Jake, who’d been training so he was in awesome bucket-list shape, had gotten so far ahead that Matt could no longer see him. Matt tried to quicken his pace, maybe be a little less over-cautious so he could catch his brother. His focus moved from the chest pain to just getting down the next three feet of trail. Slide and brake. Down and down.
Jake came into sight, and he was off the trail. He was doing a kind of walk/run scamper along the edge of a promontory on the Supai formation that jutted into the canyon like a shark’s fin.
“Check this out!” Jake shouted back at Matt. “You can see the river from here!”
Matt paused and sipped from his CamelBak. Jake stood still, looking down. Then the Grand Canyon moved. Just a small shift, as it had been doing for millennia. Sandwiched between Coconino and Redwall limestone, the sedimentary Supai was made from 300-million-year-old river deposits of ancient mud that were constantly sloughing off like a snake’s skin. The earth underneath Jake dropped away.
Matt watched as Jake tumbled 20 feet in a cloud of red dirt. He landed on his back and slid down the fine scree like a luge runner. Jake grabbed at cactus and scrub on the 50-degree talus slope, flailing his legs for something, anything, to stop gravity. But he kept sliding, down and down, over the lip of the Supai and out of view.
Matt heard crashing rock. A rapid fire pop, pop, pop echoed off the canyon walls. Strafing.

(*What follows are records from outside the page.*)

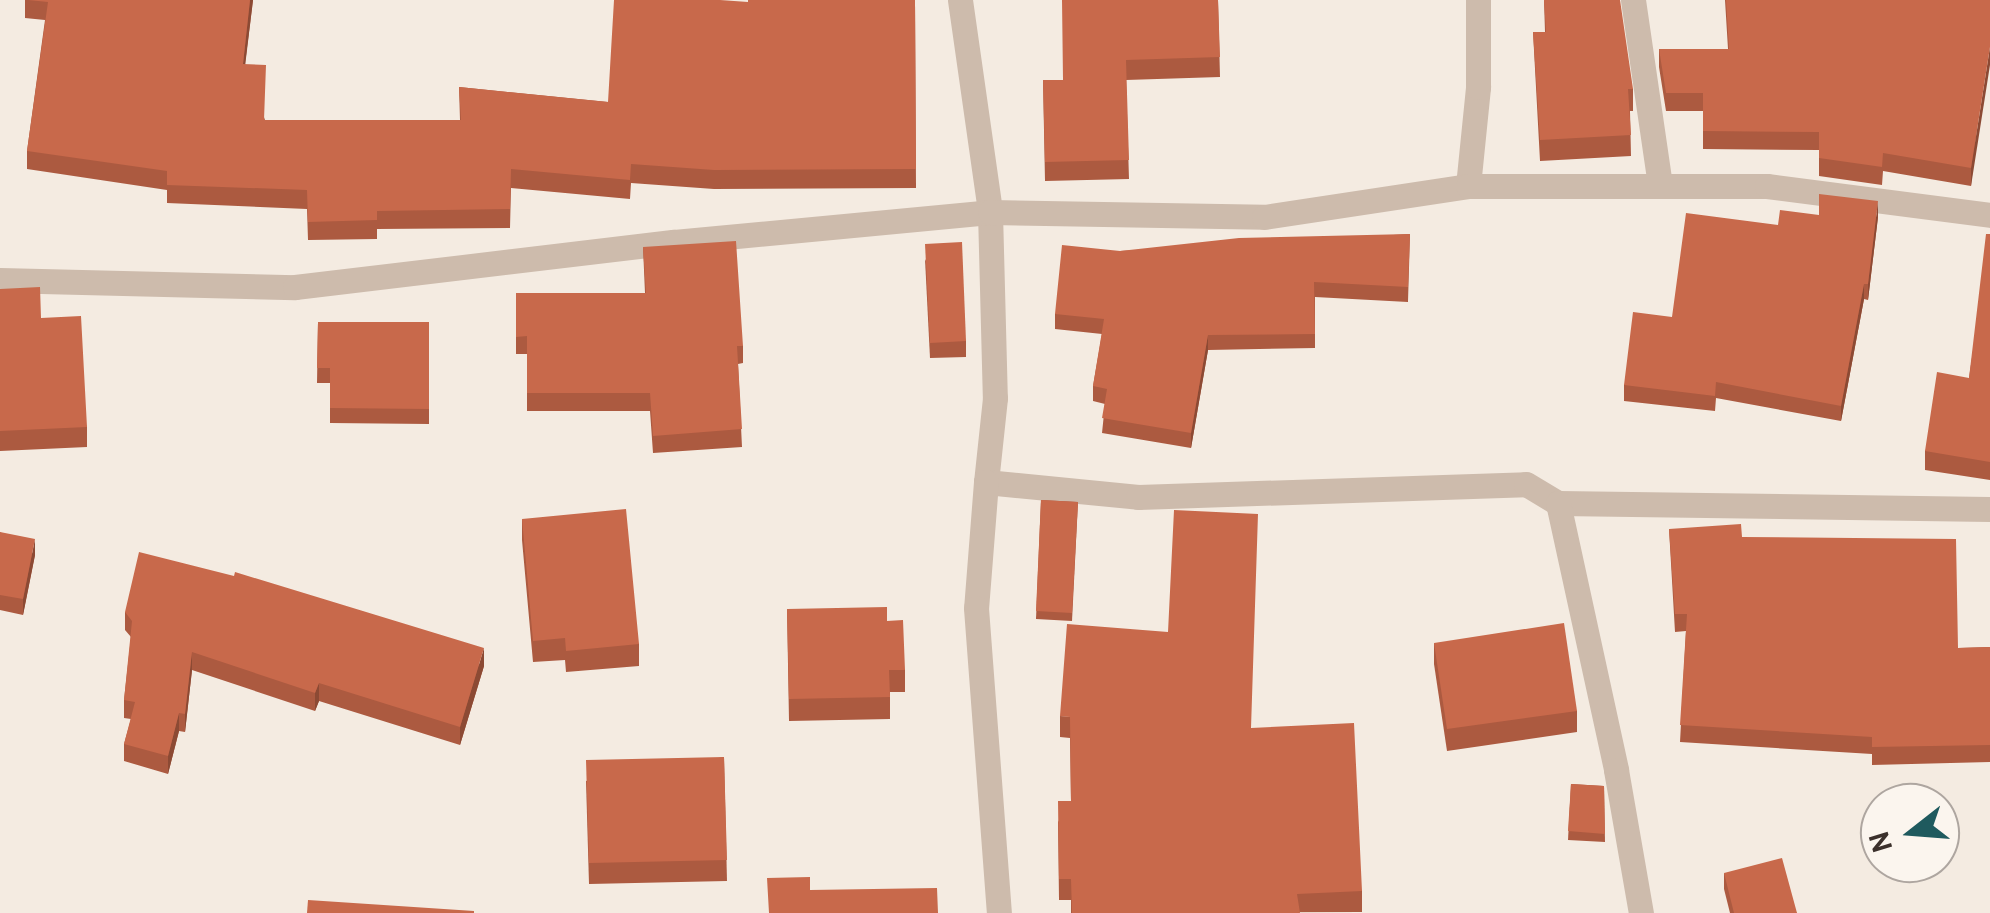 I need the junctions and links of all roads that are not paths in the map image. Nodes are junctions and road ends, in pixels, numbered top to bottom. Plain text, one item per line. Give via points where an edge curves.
1 (960, 0) edge
2 (1478, 0) edge
3 (1633, 0) edge
4 (1468, 186) junction
5 (1660, 186) junction
6 (990, 212) junction
7 (1990, 215) edge
8 (0, 280) edge
9 (986, 482) junction
10 (1558, 503) junction
11 (1990, 509) edge
12 (999, 913) edge
13 (1641, 913) edge

1 - 6 street
2 - 4 street
3 - 5 street
4 - 5 street
4 - 6 street via 1264,217
5 - 7 street via 1767,186
6 - 8 street via 295,287
6 - 9 street via 996,398
9 - 10 street via 1138,497 1526,484
9 - 12 street via 976,608
10 - 11 street
10 - 13 street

Matt tossed his trekking poles and ran and slid down the trail. He was laser-focused. He had done this before. Get the guy out alive. Matt reached the bottom of the Redwall and dropped his pack on the trail. He scrambled up a ravine, furiously pushing upward now, toward the point where he had last seen his brother. Giant boulders and brush pushed back at him, the thorns tearing at his fatigues.